Muhammad Alam from Pakistan was growing an unusual squash, Tinda (Praecitrullus fistulosus) also known as Indian baby pumpkin. Shadi and Nirmal Ram from India were growing chickpeas (Cicer arietinum), Indian mustard (a selection of Brassica juncea), okra (Abelmoschus esculentus), a spinach like crop called callaloo and a type of cucumber called keera. Finally,Basil McFarlane from the Caribbean was growing callaloo (Amaranthus).
At the time I had started to try to document what was being grown and foraged by migrant communities in Norway and I made a mental note to try to visit Walsall Road the next time the opportunity arose. I mentioned this at the time to a net friend who was living in Birmingham and had an allotment there herself. She frequented a Norwegian garden forum where she is known as Island Monkey! That opportunity didn’t happen until October 2015 when I was invited to give a talk at Croome Court a little to the south of Birmingham. Securing a flight back from Birmingham, I was able to spend most of Monday 5th October in Birmingham and Island Monkey kindly arranged visits to Walsall Road and the biggest allotment site in the UK (if not also Europe) at Uplands (see a separate blog about this to come!)

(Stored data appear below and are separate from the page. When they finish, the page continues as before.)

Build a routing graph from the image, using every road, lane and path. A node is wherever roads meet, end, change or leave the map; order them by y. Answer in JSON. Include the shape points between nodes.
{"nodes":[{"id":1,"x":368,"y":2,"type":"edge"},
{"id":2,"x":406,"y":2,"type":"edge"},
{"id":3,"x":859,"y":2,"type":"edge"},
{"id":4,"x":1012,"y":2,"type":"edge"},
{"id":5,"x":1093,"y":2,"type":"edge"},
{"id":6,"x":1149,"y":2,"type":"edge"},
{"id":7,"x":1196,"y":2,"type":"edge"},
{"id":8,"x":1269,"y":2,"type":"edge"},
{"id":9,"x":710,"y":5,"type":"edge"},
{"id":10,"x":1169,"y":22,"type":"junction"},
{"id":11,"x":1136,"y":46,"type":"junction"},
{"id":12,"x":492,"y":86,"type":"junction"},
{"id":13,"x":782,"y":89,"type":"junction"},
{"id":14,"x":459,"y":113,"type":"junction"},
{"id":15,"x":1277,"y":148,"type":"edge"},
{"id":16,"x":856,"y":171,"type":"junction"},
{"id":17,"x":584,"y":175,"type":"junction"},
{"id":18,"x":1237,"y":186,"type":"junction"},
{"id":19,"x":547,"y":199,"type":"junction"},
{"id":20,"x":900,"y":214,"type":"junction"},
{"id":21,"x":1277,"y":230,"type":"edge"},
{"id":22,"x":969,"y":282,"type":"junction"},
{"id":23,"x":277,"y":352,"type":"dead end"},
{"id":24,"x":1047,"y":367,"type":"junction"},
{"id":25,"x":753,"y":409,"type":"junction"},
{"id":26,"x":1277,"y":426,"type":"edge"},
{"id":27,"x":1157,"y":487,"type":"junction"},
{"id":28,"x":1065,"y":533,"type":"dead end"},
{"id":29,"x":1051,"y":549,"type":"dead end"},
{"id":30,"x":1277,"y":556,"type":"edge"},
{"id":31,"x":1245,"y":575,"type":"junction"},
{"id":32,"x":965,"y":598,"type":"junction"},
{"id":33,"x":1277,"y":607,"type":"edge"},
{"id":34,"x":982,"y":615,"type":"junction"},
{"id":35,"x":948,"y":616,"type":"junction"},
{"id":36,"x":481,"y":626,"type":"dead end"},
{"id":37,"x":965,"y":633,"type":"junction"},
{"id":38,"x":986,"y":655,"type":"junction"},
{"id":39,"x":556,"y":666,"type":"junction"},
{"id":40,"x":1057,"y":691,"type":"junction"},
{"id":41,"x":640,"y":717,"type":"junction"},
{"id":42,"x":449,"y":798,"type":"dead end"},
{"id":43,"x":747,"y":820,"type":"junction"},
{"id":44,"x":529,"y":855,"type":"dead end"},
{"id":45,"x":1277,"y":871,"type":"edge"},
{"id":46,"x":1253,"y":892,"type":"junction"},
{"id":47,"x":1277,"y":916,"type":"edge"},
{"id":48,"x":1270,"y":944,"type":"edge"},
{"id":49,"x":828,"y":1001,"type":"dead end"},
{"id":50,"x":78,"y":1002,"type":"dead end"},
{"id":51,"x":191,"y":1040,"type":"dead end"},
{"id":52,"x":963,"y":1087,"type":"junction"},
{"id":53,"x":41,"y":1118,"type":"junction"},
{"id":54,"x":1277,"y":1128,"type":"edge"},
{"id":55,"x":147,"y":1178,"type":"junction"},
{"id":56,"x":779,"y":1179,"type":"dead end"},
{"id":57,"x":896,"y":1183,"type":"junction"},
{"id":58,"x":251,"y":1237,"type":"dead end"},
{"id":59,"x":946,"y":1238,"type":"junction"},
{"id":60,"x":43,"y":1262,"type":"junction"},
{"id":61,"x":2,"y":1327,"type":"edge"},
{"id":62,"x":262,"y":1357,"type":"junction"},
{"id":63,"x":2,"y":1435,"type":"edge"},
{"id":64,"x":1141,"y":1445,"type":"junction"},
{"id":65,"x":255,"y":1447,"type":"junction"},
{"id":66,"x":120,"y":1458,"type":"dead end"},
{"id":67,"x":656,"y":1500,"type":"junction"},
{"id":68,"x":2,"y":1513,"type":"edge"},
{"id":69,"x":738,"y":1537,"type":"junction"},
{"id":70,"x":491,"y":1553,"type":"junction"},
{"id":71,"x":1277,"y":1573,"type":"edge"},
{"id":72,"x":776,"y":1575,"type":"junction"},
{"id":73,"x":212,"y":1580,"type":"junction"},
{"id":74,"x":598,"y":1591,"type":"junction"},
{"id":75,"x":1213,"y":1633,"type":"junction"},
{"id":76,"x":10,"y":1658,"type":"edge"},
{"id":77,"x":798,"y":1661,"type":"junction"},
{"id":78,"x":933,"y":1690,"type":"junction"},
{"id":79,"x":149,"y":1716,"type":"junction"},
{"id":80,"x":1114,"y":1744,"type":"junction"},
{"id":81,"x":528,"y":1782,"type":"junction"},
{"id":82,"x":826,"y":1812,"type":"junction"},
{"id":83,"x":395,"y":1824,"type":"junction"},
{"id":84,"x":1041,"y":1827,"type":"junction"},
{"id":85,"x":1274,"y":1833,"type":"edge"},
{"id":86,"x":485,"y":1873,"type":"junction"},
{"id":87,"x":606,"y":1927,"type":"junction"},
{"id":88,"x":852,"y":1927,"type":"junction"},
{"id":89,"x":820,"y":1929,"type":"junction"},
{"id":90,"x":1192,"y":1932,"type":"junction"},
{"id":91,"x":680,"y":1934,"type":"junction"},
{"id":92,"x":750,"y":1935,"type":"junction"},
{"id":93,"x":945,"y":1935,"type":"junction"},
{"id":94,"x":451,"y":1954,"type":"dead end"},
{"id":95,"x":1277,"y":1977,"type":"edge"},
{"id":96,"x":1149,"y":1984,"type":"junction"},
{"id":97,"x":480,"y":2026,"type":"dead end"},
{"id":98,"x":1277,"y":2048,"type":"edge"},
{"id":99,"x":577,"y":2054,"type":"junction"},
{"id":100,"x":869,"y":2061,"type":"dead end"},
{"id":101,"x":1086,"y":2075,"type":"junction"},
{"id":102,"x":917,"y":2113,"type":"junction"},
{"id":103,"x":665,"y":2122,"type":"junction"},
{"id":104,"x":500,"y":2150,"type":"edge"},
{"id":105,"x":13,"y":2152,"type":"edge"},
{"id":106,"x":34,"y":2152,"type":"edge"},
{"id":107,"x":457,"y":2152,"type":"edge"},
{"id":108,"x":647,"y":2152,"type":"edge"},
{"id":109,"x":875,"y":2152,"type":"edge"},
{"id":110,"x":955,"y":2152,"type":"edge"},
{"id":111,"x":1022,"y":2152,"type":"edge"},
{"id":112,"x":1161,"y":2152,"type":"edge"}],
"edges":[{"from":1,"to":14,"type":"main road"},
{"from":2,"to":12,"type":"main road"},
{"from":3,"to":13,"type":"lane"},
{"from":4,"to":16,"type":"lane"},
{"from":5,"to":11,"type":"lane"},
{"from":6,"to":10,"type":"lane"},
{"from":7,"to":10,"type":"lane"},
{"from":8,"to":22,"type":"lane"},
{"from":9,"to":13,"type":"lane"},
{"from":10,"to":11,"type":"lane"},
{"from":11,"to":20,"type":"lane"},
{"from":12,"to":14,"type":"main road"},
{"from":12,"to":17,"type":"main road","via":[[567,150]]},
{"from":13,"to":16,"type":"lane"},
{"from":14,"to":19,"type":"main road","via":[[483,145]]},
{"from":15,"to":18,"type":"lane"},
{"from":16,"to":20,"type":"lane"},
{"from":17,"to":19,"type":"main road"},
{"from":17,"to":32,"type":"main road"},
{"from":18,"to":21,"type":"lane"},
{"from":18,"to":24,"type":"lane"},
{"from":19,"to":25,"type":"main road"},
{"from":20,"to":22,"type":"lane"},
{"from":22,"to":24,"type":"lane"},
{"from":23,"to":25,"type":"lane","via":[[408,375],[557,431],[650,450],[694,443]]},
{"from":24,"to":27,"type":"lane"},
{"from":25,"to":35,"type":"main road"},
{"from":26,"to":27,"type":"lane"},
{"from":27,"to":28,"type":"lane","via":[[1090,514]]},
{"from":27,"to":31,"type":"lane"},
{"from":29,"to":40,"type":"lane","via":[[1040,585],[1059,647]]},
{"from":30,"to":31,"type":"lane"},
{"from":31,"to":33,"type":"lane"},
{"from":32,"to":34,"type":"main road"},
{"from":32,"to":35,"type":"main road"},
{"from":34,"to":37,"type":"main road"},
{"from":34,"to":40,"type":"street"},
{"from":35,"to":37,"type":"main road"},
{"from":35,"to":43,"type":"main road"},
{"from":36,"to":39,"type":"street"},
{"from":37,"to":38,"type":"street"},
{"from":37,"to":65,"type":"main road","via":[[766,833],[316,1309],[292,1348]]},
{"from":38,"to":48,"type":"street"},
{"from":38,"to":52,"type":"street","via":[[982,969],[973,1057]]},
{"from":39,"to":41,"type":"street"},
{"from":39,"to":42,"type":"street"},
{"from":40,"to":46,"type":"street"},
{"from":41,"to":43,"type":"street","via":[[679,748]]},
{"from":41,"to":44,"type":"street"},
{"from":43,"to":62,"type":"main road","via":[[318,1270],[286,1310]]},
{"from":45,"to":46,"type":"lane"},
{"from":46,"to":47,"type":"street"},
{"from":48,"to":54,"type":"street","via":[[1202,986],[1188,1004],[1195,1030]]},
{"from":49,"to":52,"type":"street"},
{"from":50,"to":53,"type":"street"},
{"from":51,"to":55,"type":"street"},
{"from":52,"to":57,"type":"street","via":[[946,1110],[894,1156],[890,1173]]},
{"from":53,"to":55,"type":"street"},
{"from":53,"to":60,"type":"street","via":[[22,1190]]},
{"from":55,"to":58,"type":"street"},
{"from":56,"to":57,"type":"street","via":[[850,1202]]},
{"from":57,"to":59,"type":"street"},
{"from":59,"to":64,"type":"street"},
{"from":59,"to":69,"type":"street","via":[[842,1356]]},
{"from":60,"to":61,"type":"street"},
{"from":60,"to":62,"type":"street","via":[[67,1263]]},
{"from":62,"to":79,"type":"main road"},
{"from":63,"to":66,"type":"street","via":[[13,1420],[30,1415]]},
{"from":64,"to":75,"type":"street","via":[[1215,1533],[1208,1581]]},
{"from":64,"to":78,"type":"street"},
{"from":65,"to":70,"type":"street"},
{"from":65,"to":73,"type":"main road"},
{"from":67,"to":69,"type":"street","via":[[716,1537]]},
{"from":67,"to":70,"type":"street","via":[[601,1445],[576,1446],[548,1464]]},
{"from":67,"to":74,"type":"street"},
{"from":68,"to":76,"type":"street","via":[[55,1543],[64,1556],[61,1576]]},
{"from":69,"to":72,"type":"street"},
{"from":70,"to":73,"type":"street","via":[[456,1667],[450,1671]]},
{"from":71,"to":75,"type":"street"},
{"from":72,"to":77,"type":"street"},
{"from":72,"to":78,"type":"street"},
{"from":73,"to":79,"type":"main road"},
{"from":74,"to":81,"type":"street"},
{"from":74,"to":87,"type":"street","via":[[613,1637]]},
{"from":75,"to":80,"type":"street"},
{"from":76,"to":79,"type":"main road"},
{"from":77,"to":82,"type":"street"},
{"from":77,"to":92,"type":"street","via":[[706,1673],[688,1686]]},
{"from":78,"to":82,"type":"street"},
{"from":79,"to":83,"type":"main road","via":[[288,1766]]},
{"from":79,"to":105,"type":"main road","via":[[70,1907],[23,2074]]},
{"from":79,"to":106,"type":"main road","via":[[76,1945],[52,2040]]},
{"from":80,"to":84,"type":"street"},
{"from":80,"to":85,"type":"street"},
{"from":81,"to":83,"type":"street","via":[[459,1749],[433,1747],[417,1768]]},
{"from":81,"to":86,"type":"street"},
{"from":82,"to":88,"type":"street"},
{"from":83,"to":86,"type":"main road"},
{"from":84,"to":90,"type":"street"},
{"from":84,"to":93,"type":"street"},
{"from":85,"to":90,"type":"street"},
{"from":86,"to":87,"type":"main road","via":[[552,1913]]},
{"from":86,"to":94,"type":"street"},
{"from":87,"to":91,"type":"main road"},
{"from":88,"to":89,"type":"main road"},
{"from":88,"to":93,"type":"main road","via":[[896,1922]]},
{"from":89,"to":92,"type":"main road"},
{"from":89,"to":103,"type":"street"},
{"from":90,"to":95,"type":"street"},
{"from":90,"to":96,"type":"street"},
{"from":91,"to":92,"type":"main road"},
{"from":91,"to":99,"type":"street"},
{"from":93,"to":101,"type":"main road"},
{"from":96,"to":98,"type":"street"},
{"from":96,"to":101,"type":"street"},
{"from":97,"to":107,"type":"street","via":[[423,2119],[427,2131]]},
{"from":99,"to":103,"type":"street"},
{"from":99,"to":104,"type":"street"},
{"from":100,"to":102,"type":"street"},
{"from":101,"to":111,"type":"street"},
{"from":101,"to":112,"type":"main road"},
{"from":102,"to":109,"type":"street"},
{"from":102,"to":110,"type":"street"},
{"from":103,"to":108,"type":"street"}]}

The whole RHS article can be read here: https://www.rhs.org.uk/about-the-rhs/pdfs/publications/the-garden/2012/September-2012/preserving-the-taste-of-home
It was a bit late in the season, but our host Betty (the secretary of the allotments) guided us around explaining which nationalities cultivated which plots and we are able to see a good range of seasonal ethnic vegetables including callaloo, methi (Indian fenugreek greens), artichokes and chicories (Italian), cuccuzi, an Italian heirloom edible gourd, lablab beans, the aforementioned Teresinha Roberts’ dye garden and, to my surprise 2 or 3 types of perennial kales, one on the plot of guy from Kenya, where perennial kales are still cultivated commercially!
My album of pictures can be seen here: http://www.edimentals.com/pictures/index.php?/category/73
Many thanks to Betty and Island Monkey for your help!!